═══ STUDY MATERIAL

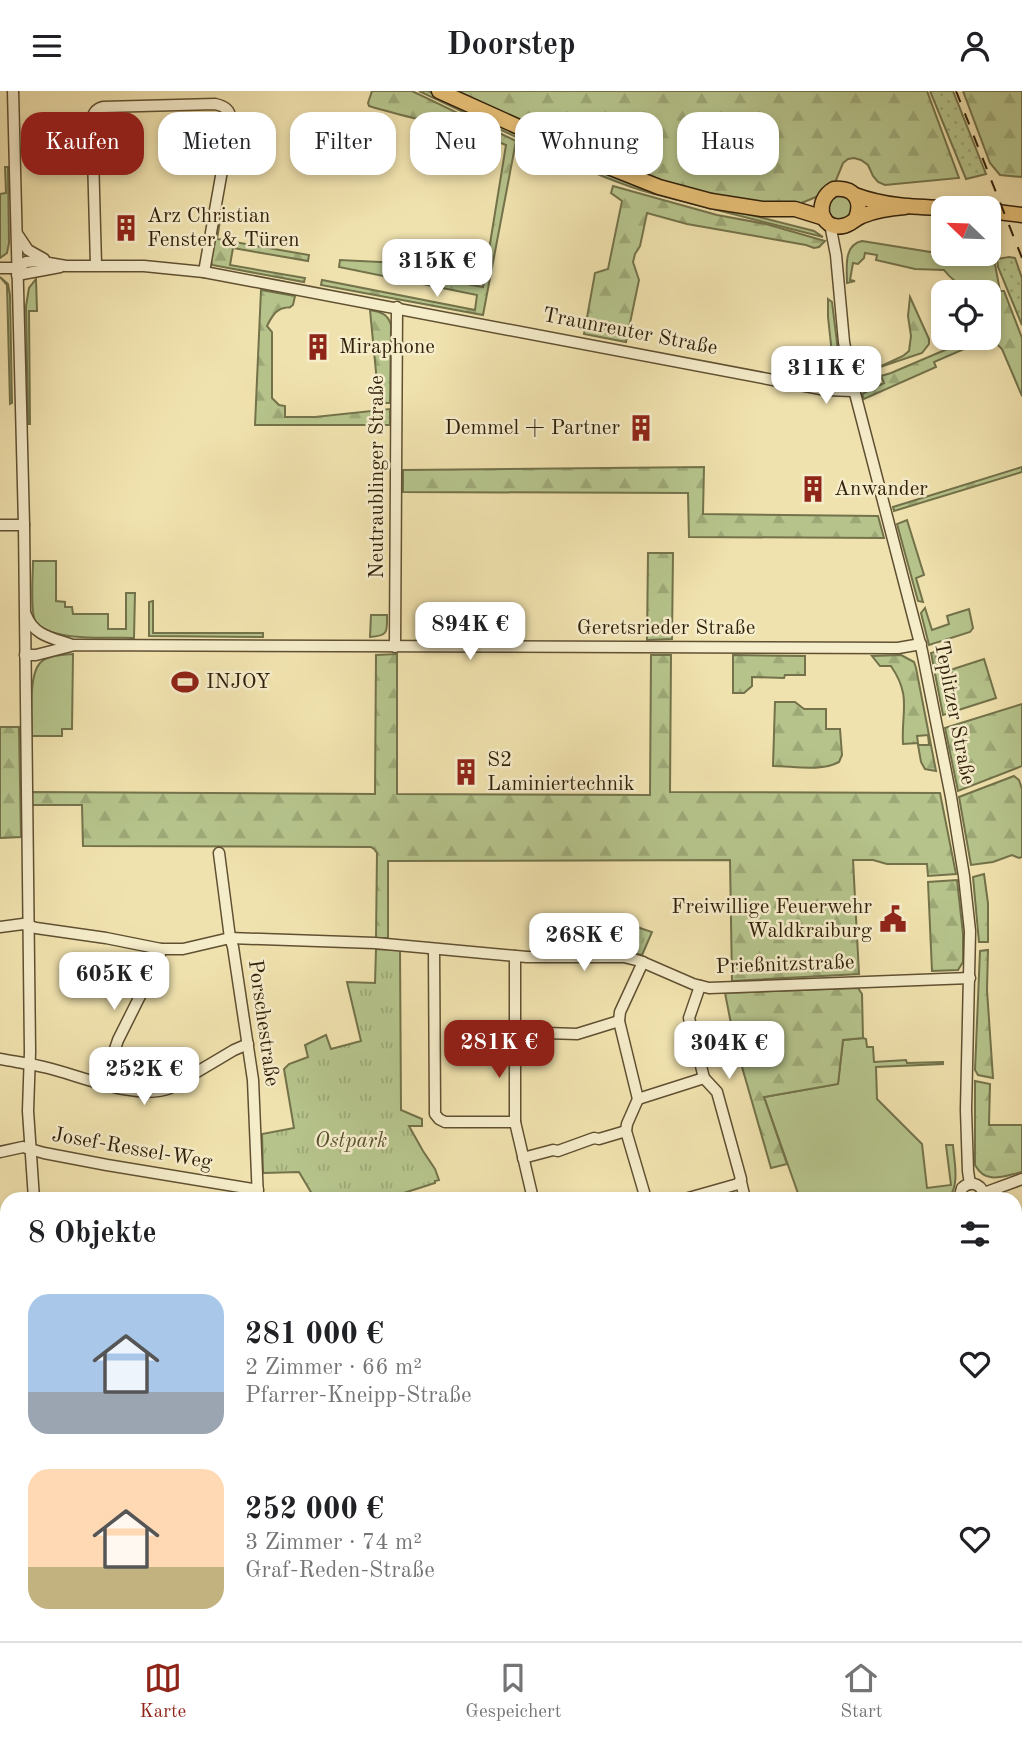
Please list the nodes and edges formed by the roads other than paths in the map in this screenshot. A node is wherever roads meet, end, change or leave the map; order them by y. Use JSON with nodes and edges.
{"nodes":[{"id":1,"x":13,"y":91,"type":"edge"},
{"id":2,"x":439,"y":91,"type":"edge"},
{"id":3,"x":855,"y":195,"type":"junction"},
{"id":4,"x":823,"y":198,"type":"junction"},
{"id":5,"x":905,"y":207,"type":"junction"},
{"id":6,"x":931,"y":208,"type":"edge"},
{"id":7,"x":795,"y":209,"type":"junction"},
{"id":8,"x":1001,"y":212,"type":"edge"},
{"id":9,"x":1022,"y":215,"type":"edge"},
{"id":10,"x":827,"y":221,"type":"junction"},
{"id":11,"x":852,"y":221,"type":"junction"},
{"id":12,"x":16,"y":233,"type":"junction"},
{"id":13,"x":836,"y":259,"type":"junction"},
{"id":14,"x":62,"y":264,"type":"junction"},
{"id":15,"x":96,"y":265,"type":"junction"},
{"id":16,"x":0,"y":268,"type":"edge"},
{"id":17,"x":17,"y":271,"type":"junction"},
{"id":18,"x":204,"y":272,"type":"junction"},
{"id":19,"x":397,"y":307,"type":"junction"},
{"id":20,"x":854,"y":391,"type":"junction"},
{"id":21,"x":23,"y":524,"type":"junction"},
{"id":22,"x":0,"y":525,"type":"edge"},
{"id":23,"x":24,"y":612,"type":"junction"},
{"id":24,"x":921,"y":644,"type":"junction"},
{"id":25,"x":69,"y":645,"type":"junction"},
{"id":26,"x":395,"y":647,"type":"junction"},
{"id":27,"x":25,"y":651,"type":"junction"},
{"id":28,"x":25,"y":681,"type":"junction"},
{"id":29,"x":219,"y":853,"type":"dead end"},
{"id":30,"x":28,"y":925,"type":"junction"},
{"id":31,"x":0,"y":927,"type":"edge"},
{"id":32,"x":230,"y":938,"type":"junction"},
{"id":33,"x":161,"y":949,"type":"junction"},
{"id":34,"x":434,"y":949,"type":"junction"},
{"id":35,"x":515,"y":956,"type":"junction"},
{"id":36,"x":643,"y":962,"type":"junction"},
{"id":37,"x":970,"y":978,"type":"junction"},
{"id":38,"x":700,"y":986,"type":"junction"},
{"id":39,"x":619,"y":1021,"type":"junction"},
{"id":40,"x":514,"y":1032,"type":"junction"},
{"id":41,"x":248,"y":1044,"type":"junction"},
{"id":42,"x":0,"y":1059,"type":"edge"},
{"id":43,"x":30,"y":1064,"type":"junction"},
{"id":44,"x":705,"y":1078,"type":"junction"},
{"id":45,"x":103,"y":1084,"type":"junction"},
{"id":46,"x":638,"y":1099,"type":"junction"},
{"id":47,"x":515,"y":1122,"type":"junction"},
{"id":48,"x":626,"y":1131,"type":"junction"},
{"id":49,"x":32,"y":1149,"type":"junction"},
{"id":50,"x":0,"y":1152,"type":"edge"},
{"id":51,"x":523,"y":1158,"type":"junction"},
{"id":52,"x":1022,"y":1179,"type":"edge"},
{"id":53,"x":741,"y":1180,"type":"junction"},
{"id":54,"x":970,"y":1184,"type":"junction"},
{"id":55,"x":34,"y":1192,"type":"edge"},
{"id":56,"x":243,"y":1192,"type":"edge"},
{"id":57,"x":258,"y":1192,"type":"edge"},
{"id":58,"x":531,"y":1192,"type":"edge"},
{"id":59,"x":644,"y":1192,"type":"edge"},
{"id":60,"x":710,"y":1192,"type":"edge"},
{"id":61,"x":744,"y":1192,"type":"edge"},
{"id":62,"x":961,"y":1192,"type":"edge"},
{"id":63,"x":982,"y":1192,"type":"edge"},
{"id":64,"x":993,"y":1192,"type":"edge"}],
"edges":[{"from":1,"to":12,"type":"street"},
{"from":2,"to":7,"type":"main road"},
{"from":3,"to":4,"type":"main road"},
{"from":3,"to":5,"type":"main road"},
{"from":3,"to":11,"type":"main road"},
{"from":4,"to":7,"type":"main road"},
{"from":4,"to":10,"type":"main road"},
{"from":5,"to":6,"type":"main road"},
{"from":5,"to":11,"type":"main road"},
{"from":7,"to":10,"type":"main road"},
{"from":8,"to":9,"type":"main road"},
{"from":10,"to":11,"type":"main road"},
{"from":10,"to":13,"type":"street","name":"Teplitzer Straße"},
{"from":11,"to":13,"type":"street","name":"Teplitzer Straße"},
{"from":12,"to":14,"type":"street","name":"Traunreuter Straße"},
{"from":12,"to":17,"type":"street"},
{"from":13,"to":20,"type":"street","name":"Teplitzer Straße"},
{"from":14,"to":15,"type":"street","name":"Traunreuter Straße"},
{"from":14,"to":17,"type":"street","name":"Traunreuter Straße"},
{"from":15,"to":18,"type":"street","name":"Traunreuter Straße"},
{"from":15,"to":18,"type":"street"},
{"from":16,"to":17,"type":"street","name":"Traunreuter Straße"},
{"from":17,"to":21,"type":"street"},
{"from":18,"to":19,"type":"street","name":"Traunreuter Straße"},
{"from":19,"to":20,"type":"street","name":"Traunreuter Straße"},
{"from":19,"to":26,"type":"street","name":"Neutraublinger Straße"},
{"from":20,"to":24,"type":"street","name":"Teplitzer Straße"},
{"from":21,"to":22,"type":"street"},
{"from":21,"to":23,"type":"street"},
{"from":23,"to":25,"type":"street","name":"Geretsrieder Straße"},
{"from":23,"to":27,"type":"street"},
{"from":24,"to":26,"type":"street","name":"Geretsrieder Straße"},
{"from":24,"to":37,"type":"street","name":"Teplitzer Straße"},
{"from":25,"to":26,"type":"street","name":"Geretsrieder Straße"},
{"from":25,"to":27,"type":"street","name":"Geretsrieder Straße"},
{"from":25,"to":28,"type":"street","name":"Geretsrieder Straße"},
{"from":27,"to":28,"type":"street"},
{"from":28,"to":30,"type":"street"},
{"from":29,"to":32,"type":"street","name":"Porschestraße"},
{"from":30,"to":31,"type":"street","name":"Prießnitzstraße"},
{"from":30,"to":33,"type":"street","name":"Prießnitzstraße"},
{"from":30,"to":43,"type":"street"},
{"from":32,"to":33,"type":"street","name":"Prießnitzstraße"},
{"from":32,"to":34,"type":"street","name":"Prießnitzstraße"},
{"from":32,"to":41,"type":"street","name":"Porschestraße"},
{"from":33,"to":45,"type":"street"},
{"from":34,"to":35,"type":"street","name":"Prießnitzstraße"},
{"from":34,"to":47,"type":"street"},
{"from":35,"to":36,"type":"street","name":"Prießnitzstraße"},
{"from":35,"to":40,"type":"street"},
{"from":36,"to":38,"type":"street","name":"Prießnitzstraße"},
{"from":36,"to":39,"type":"street"},
{"from":37,"to":38,"type":"street","name":"Prießnitzstraße"},
{"from":37,"to":54,"type":"street","name":"Teplitzer Straße"},
{"from":38,"to":44,"type":"street"},
{"from":39,"to":40,"type":"street"},
{"from":39,"to":46,"type":"street"},
{"from":40,"to":47,"type":"street"},
{"from":41,"to":45,"type":"street"},
{"from":41,"to":57,"type":"street","name":"Porschestraße"},
{"from":42,"to":43,"type":"street"},
{"from":43,"to":45,"type":"street"},
{"from":43,"to":49,"type":"street"},
{"from":44,"to":46,"type":"street"},
{"from":44,"to":53,"type":"street"},
{"from":46,"to":48,"type":"street"},
{"from":47,"to":51,"type":"street"},
{"from":48,"to":51,"type":"street"},
{"from":48,"to":59,"type":"street"},
{"from":49,"to":50,"type":"street","name":"Josef-Ressel-Weg"},
{"from":49,"to":55,"type":"street"},
{"from":49,"to":56,"type":"street","name":"Josef-Ressel-Weg"},
{"from":51,"to":58,"type":"street"},
{"from":52,"to":64,"type":"street"},
{"from":53,"to":60,"type":"street"},
{"from":53,"to":61,"type":"street"},
{"from":54,"to":62,"type":"street"},
{"from":54,"to":63,"type":"street"}]}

══════

GOAL OF THE EXERCISE ->
Within the entries, determine the count of lines containing the string "Prießnitzstraße" and output it alone.

WRITTEN RESPONSE ->
8